→ **TASK BRIEF**:
In the records that follow, locate every line with "junction" and extract it.

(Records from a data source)
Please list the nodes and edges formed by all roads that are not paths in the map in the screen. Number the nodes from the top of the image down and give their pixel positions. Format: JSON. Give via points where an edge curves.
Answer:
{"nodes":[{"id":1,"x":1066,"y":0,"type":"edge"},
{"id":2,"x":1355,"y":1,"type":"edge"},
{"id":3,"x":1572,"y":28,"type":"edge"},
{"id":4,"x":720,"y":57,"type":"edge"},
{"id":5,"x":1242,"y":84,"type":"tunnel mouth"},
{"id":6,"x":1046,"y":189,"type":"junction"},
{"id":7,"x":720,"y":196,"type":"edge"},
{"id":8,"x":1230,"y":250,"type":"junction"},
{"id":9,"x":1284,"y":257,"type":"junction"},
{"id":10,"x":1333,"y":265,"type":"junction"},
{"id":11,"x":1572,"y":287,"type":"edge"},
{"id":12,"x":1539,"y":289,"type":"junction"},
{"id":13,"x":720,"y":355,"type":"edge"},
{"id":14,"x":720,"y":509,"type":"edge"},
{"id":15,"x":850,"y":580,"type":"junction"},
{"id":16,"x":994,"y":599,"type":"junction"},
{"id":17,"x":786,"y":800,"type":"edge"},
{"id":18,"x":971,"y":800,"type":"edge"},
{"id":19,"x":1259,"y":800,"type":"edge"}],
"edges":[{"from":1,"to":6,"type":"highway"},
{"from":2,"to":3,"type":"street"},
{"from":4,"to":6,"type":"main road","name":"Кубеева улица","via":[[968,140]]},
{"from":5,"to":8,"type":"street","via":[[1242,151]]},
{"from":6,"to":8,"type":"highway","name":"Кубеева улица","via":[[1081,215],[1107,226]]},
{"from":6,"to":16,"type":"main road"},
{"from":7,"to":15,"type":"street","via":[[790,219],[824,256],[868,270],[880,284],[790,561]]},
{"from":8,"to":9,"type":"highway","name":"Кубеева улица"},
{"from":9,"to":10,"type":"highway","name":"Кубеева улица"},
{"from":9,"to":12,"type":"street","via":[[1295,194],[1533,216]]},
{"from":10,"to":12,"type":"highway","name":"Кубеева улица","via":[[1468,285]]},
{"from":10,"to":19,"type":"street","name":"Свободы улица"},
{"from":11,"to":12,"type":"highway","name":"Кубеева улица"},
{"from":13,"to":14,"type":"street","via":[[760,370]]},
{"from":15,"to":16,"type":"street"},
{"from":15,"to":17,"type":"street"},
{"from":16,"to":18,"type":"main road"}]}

→ **SOLVED PROBLEM**:
{"id":6,"x":1046,"y":189,"type":"junction"},
{"id":8,"x":1230,"y":250,"type":"junction"},
{"id":9,"x":1284,"y":257,"type":"junction"},
{"id":10,"x":1333,"y":265,"type":"junction"},
{"id":12,"x":1539,"y":289,"type":"junction"},
{"id":15,"x":850,"y":580,"type":"junction"},
{"id":16,"x":994,"y":599,"type":"junction"},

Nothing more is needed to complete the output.